(PROVIDED MATERIAL):
►

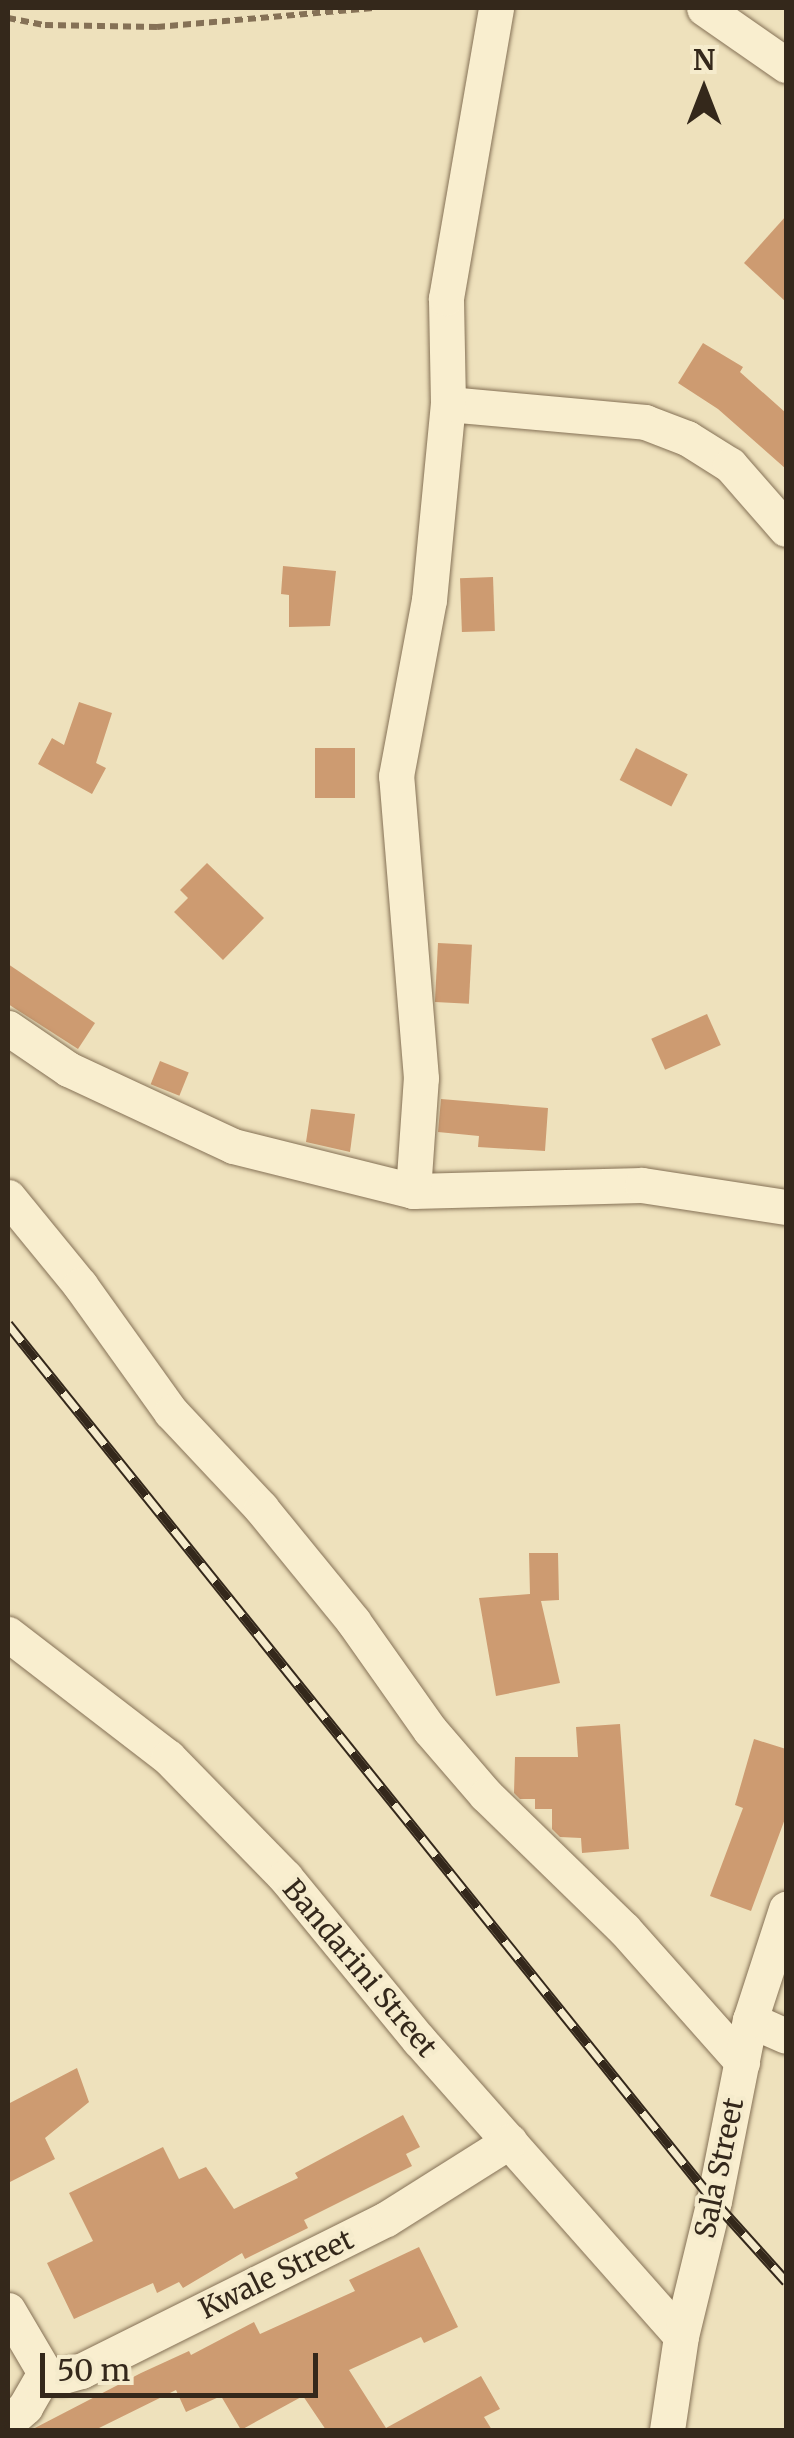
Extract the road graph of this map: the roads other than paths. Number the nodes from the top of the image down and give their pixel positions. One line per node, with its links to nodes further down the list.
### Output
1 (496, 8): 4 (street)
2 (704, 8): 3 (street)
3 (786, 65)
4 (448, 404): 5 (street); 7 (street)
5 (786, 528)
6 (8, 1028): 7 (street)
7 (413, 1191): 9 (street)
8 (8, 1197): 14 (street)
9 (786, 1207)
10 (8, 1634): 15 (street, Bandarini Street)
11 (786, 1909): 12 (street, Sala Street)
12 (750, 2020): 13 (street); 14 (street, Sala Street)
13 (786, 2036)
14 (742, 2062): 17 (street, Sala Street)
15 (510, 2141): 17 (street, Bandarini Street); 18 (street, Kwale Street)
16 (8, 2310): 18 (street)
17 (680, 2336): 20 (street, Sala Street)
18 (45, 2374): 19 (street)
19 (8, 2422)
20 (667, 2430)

◄

(REQUIRED ACTION): What is needed is every line of the data above, set down exactly but with the images left out.

(EXERCISE RESPONSE):
Extract the road graph of this map: the roads other than paths. Number the nodes from the top of the image down and give their pixel positions. One line per node, with its links to nodes further down the list.
### Output
1 (496, 8): 4 (street)
2 (704, 8): 3 (street)
3 (786, 65)
4 (448, 404): 5 (street); 7 (street)
5 (786, 528)
6 (8, 1028): 7 (street)
7 (413, 1191): 9 (street)
8 (8, 1197): 14 (street)
9 (786, 1207)
10 (8, 1634): 15 (street, Bandarini Street)
11 (786, 1909): 12 (street, Sala Street)
12 (750, 2020): 13 (street); 14 (street, Sala Street)
13 (786, 2036)
14 (742, 2062): 17 (street, Sala Street)
15 (510, 2141): 17 (street, Bandarini Street); 18 (street, Kwale Street)
16 (8, 2310): 18 (street)
17 (680, 2336): 20 (street, Sala Street)
18 (45, 2374): 19 (street)
19 (8, 2422)
20 (667, 2430)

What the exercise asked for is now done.